Et enfin, le régime international des droits de l’homme qui se met en application lorsque les migrants quittent leur pays d’origine et vont s’installer à l’étranger en tant que titulaires de droits à vocation universelle. La coordination entre ces trois régimes ne s’avère pas simple. Des intérêts divers se mêlent, ainsi que des priorités contradictoires. Toutefois, face à l’arrivée massive de migrants, les Etats de destination ont pris conscience de la nécessité de coopérer et d’intégrer ces trois niveaux. Dans un premier temps, la coopération a eu lieu dans le cadre de relations de voisinage et d’accords bilatéraux. Ensuite, le caractère complexe des migrations a amené les pays à rechercher des consensus plus larges pour maîtriser les migrations. C’est ainsi que le concept de «gestion conjointe» est né.

LA GESTION MIGRATOIRE OU GOUVERNANCE MIGRATOIRE INTERNATIONALE

La gouvernance internationale des migrations, tel que nous l’avons mentionné, est un processus qui promeut la coordination entre différentes autorités et cadres juridiques de régulation migratoire afin d’apporter une réponse conjointe et coordonnée au phénomène et d’encourager la coopération internationale en la matière (HCNUDH, 2012). Or cet exercice de coordination comporte des difficultés. Il s’agit de parvenir à un «équilibre correct» (Pellegrino, 2004, p. 74) entre les différents intérêts autour du phénomène migratoire afin d’en faire un «bien public mondial» (Badie, 2008). Mais il s’agit avant tout d’un exercice dans lequel les Etats doivent céder une partie de leur souveraineté en faveur d’une régulation supra nationale31 qui les guidera dans l’exercice de leur prérogative de contrôle migratoire. Les Etats se sont montrés très réticents à accepter des ingérences dans la manière dont ils maîtrisent les migrations. Pour certains cette résistance serait «ironique» car dans la pratique les Etats n’ont jamais possédé un contrôle total sur les migrations (Newland, 2005). A vrai di-re, comme nous l’avons déjà dit, l’idée d’une gouvernance internationale des migrations n’est pas totalement novatrice. Il s’agit de la conséquence d’une réalité incontestable: les migrations sont un phénomène transnational et en tant que tel doivent faire l’objet d’un traitement transnational. Comme le dit l’OIM «les migrations ayant toujours existé et constituant un mouvement naturel des êtres humains (plus naturel d’ailleurs que les frontières qu’ils ont à franchir), il n’est pas surprenant que les Etats s’associent pour organiser ces mouvements» (OIM, 2002, p. 12).

Cette gouvernance internationale des migrations s’opère sous diverses formes. D’après ce qui a été établi par la Commission mondiale sur la migration internationale, elle comprend la construction de politiques publiques et des normes internes des Etats en la matière, les discussions bilatérales et multilatérales entre Etats sur le sujet; et enfin les forums multilatéraux, processus consultatifs et activités des organisations internationales dédiés à la question Commission Mondiale sur les migrations internationales, 2005, p. 65).

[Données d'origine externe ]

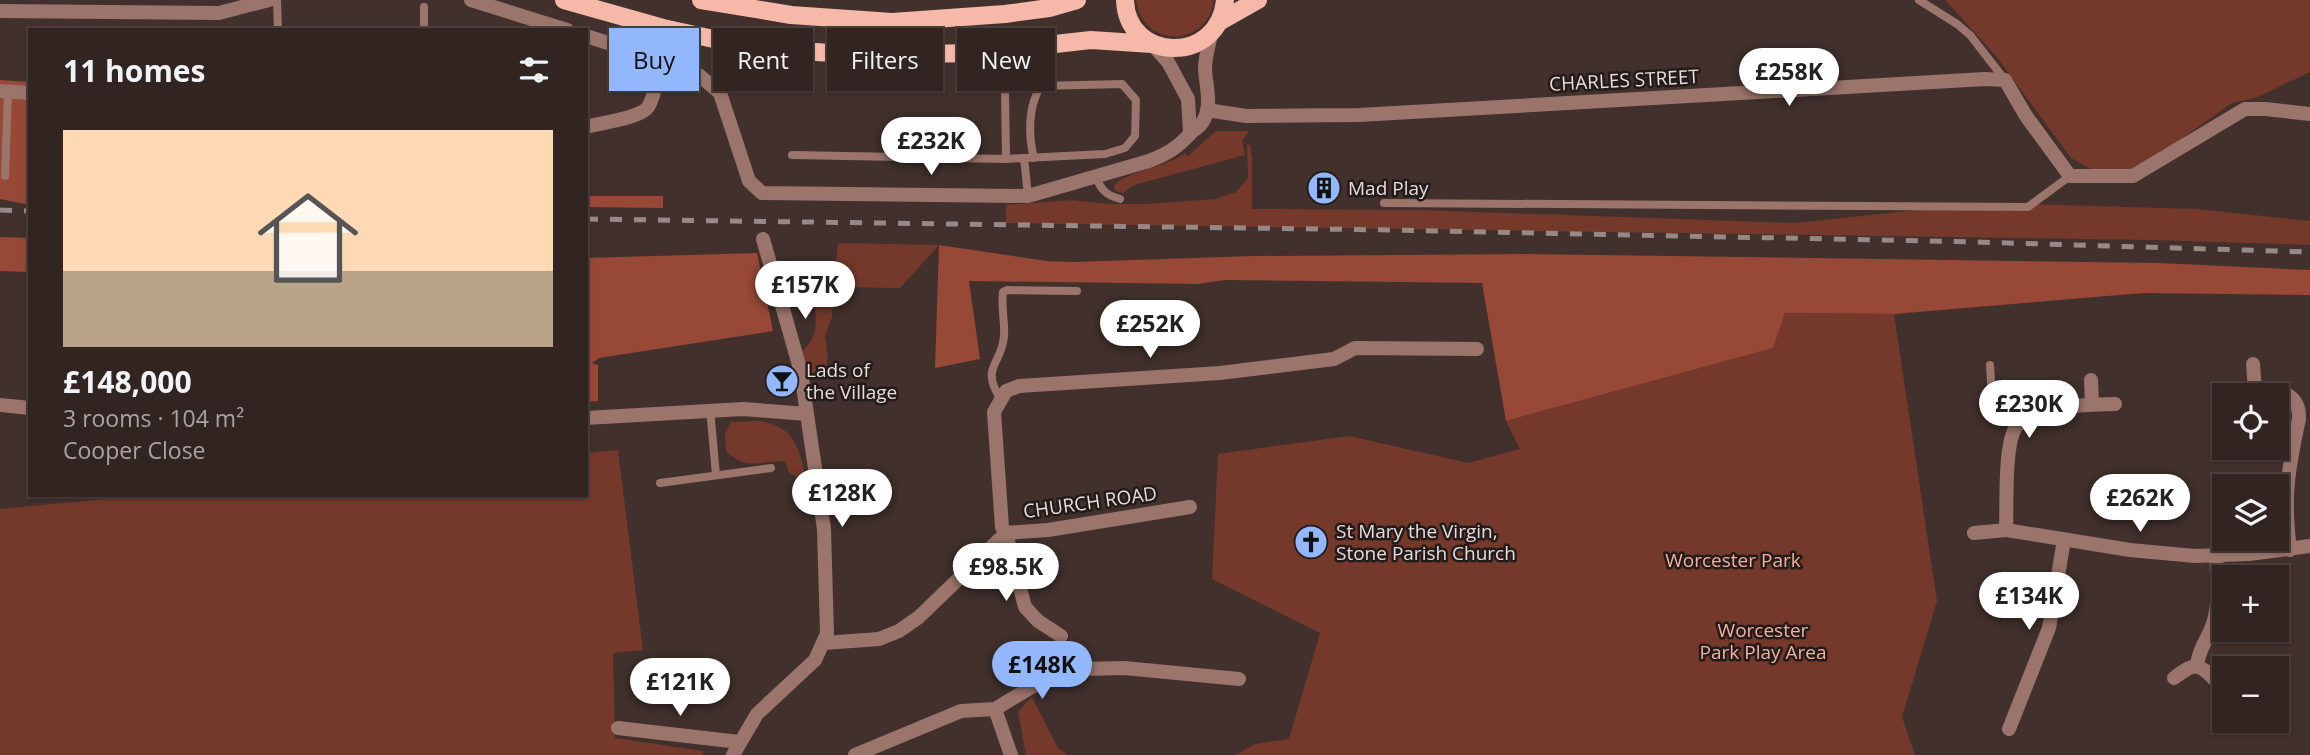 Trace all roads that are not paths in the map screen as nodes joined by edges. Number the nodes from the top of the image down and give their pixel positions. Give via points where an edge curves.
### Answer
1 (269, 0) edge
2 (277, 0) edge
3 (471, 0) edge
4 (564, 0) edge
5 (701, 0) edge
6 (1077, 0) edge
7 (1125, 0) edge
8 (1225, 0) edge
9 (1258, 0) edge
10 (1919, 0) edge
11 (72, 7) edge
12 (424, 7) dead end
13 (0, 11) edge
14 (1216, 27) junction
15 (278, 28) edge
16 (424, 28) edge
17 (561, 28) edge
18 (588, 37) edge
19 (609, 43) edge
20 (1152, 44) junction
21 (699, 75) edge
22 (2005, 80) junction
23 (4, 91) edge
24 (653, 91) edge
25 (1004, 91) dead end
26 (28, 93) edge
27 (1206, 110) junction
28 (2310, 114) edge
29 (588, 126) edge
30 (1190, 133) junction
31 (792, 155) dead end
32 (1029, 158) junction
33 (1006, 159) junction
34 (5, 176) dead end
35 (2070, 176) junction
36 (1096, 177) junction
37 (1028, 196) junction
38 (1120, 199) dead end
39 (1384, 203) dead end
40 (763, 239) dead end
41 (1077, 290) dead end
42 (1477, 349) dead end
43 (2252, 364) dead end
44 (1990, 365) dead end
45 (2091, 380) dead end
46 (2254, 383) edge
47 (2289, 396) edge
48 (1000, 398) junction
49 (2092, 404) junction
50 (2115, 404) dead end
51 (0, 405) edge
52 (28, 408) edge
53 (710, 410) junction
54 (807, 414) junction
55 (588, 418) edge
56 (2017, 425) junction
57 (771, 468) dead end
58 (716, 475) junction
59 (660, 483) dead end
60 (1190, 507) dead end
61 (2006, 530) junction
62 (1006, 533) junction
63 (1974, 533) dead end
64 (2064, 540) junction
65 (2310, 546) edge
66 (2290, 550) junction
67 (2216, 556) junction
68 (1061, 636) dead end
69 (824, 643) junction
70 (2197, 666) junction
71 (2212, 677) edge
72 (2174, 678) dead end
73 (1239, 679) dead end
74 (995, 709) junction
75 (618, 728) dead end
76 (2009, 729) dead end
77 (736, 748) edge
78 (855, 755) edge
79 (1012, 755) edge

1 - 11 street via 219,13
2 - 15 lane
3 - 17 street
4 - 20 main road via 755,48 862,55 975,53 1091,40
5 - 6 main road via 791,15 892,22 1005,14
7 - 20 main road via 1130,23
8 - 14 main road
9 - 14 main road
10 - 22 lane via 1957,24
11 - 13 street
12 - 16 lane
14 - 20 main road via 1186,48
14 - 27 street via 1205,66
18 - 19 street
20 - 30 street via 1170,64 1188,99
21 - 37 street via 720,93 749,181 762,193
22 - 27 street, CHARLES STREET via 1359,115 1255,117
22 - 35 street
23 - 26 street
23 - 34 lane
24 - 29 street via 646,110
25 - 33 lane
27 - 30 street via 1202,125
28 - 35 street via 2245,109 2133,176
30 - 36 street via 1166,155
31 - 33 lane
32 - 32 lane via 1105,154 1125,148 1135,136 1136,100 1122,84 1041,86 1034,97
32 - 33 lane
32 - 37 lane
35 - 39 lane via 2028,207
36 - 37 street
36 - 38 lane via 1101,190
40 - 54 street via 801,372
41 - 48 lane via 1004,291 1003,343 991,373
42 - 48 street via 1355,348 1334,359 1220,373 1015,386
43 - 46 street
44 - 56 lane via 1992,397
45 - 49 street
47 - 66 street via 2299,411 2286,484
48 - 62 street via 994,425
49 - 50 street
49 - 56 street via 2032,415
51 - 52 street
53 - 54 street
53 - 55 street
53 - 58 lane
54 - 69 street via 825,540 828,614
56 - 61 street via 2010,439
57 - 58 lane
58 - 59 lane
60 - 62 street, CHURCH ROAD
61 - 63 street
61 - 64 street
62 - 68 street via 1025,607
62 - 69 street, CHURCH ROAD via 900,631 879,639
64 - 67 street
64 - 76 street via 2049,628
65 - 66 street
66 - 67 street
67 - 70 street via 2216,609
69 - 77 street via 815,660 760,711
70 - 71 street
70 - 72 street
73 - 74 street via 1124,668 1081,669 1040,682
74 - 78 street via 961,711
74 - 79 street
75 - 77 street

Compte tenu du contexte complexe qui vient d’être présenté, des multiples intérêts qui sont en jeu dans la gouvernance des migrations et des besoins des personnes migrantes, nous pouvons nous demander: Quel serait le scenario optimal pour maîtriser les migrations tout en protégeant les droits des migrants?

La première configuration possible consiste en une gouvernance mondiale des migrations, scénario visant à générer un consensus mondial sur la gouvernance des migrations à travers la promotion de réflexions, d’études et de programmes conjoints. Il pourrait constituer le meilleur espace de gouvernance des migrations tout en protégeant les droits des migrants du fait de ses échanges de niveau mondial qui invitent à une réflexion conjointe entre points de vue divers.

Les efforts pour aboutir à ce type de gouvernance ont eu lieu à partir des années quatrevingt-dix, dans le cadre ou avec le soutien de l’onu et avec une nuance particulière: il s’agit d’espaces de discussion qui cherchent à maîtriser les migrations afin d’en faire un outil du développement. La Conférence internationale sur la population de 1994 (au Caire) a marqué un tournant décisif dans le débat sur les migrations et le développement et de ce fait dans la création d’espaces de discussion migratoire visant à générer un consensus à l’échelle mondiale. Le programme d’action a dédié un chapitre aux migrations internationales et a invité les Etats à «accorder plus d’importance à la question dans les politiques relatives à la population et au développement»32 mais aussi à coopérer dans la gestion migratoire. Dès lors, le sujet a été inclus dans toutes sorte d’agendas de discussion et débats33.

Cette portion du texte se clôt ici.